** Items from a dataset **
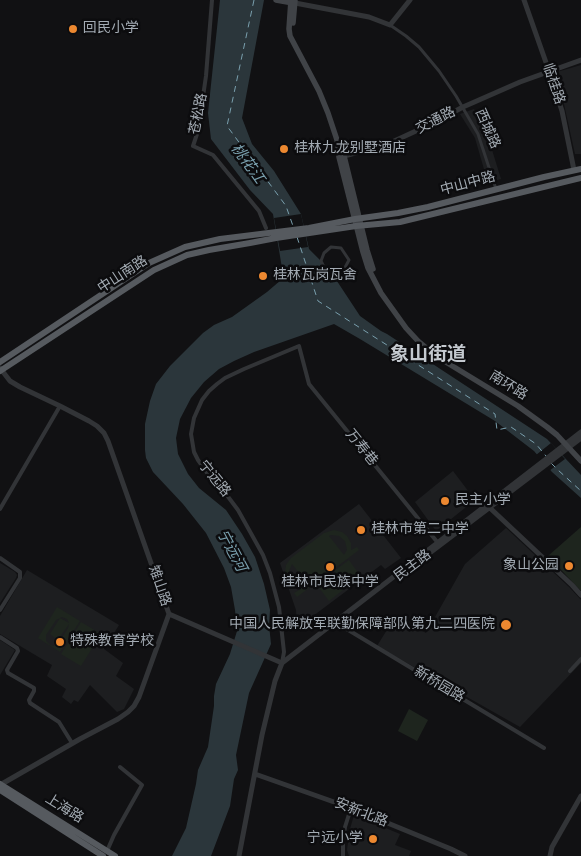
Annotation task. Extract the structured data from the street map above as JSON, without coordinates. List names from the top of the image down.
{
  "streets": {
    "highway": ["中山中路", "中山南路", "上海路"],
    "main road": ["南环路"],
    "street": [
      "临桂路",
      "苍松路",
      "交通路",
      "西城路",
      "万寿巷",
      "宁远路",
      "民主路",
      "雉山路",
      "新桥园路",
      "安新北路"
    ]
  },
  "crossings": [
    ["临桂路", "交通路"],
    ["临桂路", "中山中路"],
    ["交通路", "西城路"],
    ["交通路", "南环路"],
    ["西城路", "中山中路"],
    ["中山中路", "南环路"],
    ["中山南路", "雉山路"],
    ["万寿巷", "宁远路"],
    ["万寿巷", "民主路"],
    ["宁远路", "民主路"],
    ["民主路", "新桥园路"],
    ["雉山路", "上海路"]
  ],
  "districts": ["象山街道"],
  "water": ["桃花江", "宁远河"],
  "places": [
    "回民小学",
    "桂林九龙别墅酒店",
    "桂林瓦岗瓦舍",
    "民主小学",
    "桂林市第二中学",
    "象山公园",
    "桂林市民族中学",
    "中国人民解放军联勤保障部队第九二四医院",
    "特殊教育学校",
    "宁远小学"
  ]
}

** Problem description **
Without the pictures, give all of the entries above again exactly.

** Output below **
Annotation task. Extract the structured data from the street map above as JSON, without coordinates. List names from the top of the image down.
{
  "streets": {
    "highway": ["中山中路", "中山南路", "上海路"],
    "main road": ["南环路"],
    "street": [
      "临桂路",
      "苍松路",
      "交通路",
      "西城路",
      "万寿巷",
      "宁远路",
      "民主路",
      "雉山路",
      "新桥园路",
      "安新北路"
    ]
  },
  "crossings": [
    ["临桂路", "交通路"],
    ["临桂路", "中山中路"],
    ["交通路", "西城路"],
    ["交通路", "南环路"],
    ["西城路", "中山中路"],
    ["中山中路", "南环路"],
    ["中山南路", "雉山路"],
    ["万寿巷", "宁远路"],
    ["万寿巷", "民主路"],
    ["宁远路", "民主路"],
    ["民主路", "新桥园路"],
    ["雉山路", "上海路"]
  ],
  "districts": ["象山街道"],
  "water": ["桃花江", "宁远河"],
  "places": [
    "回民小学",
    "桂林九龙别墅酒店",
    "桂林瓦岗瓦舍",
    "民主小学",
    "桂林市第二中学",
    "象山公园",
    "桂林市民族中学",
    "中国人民解放军联勤保障部队第九二四医院",
    "特殊教育学校",
    "宁远小学"
  ]
}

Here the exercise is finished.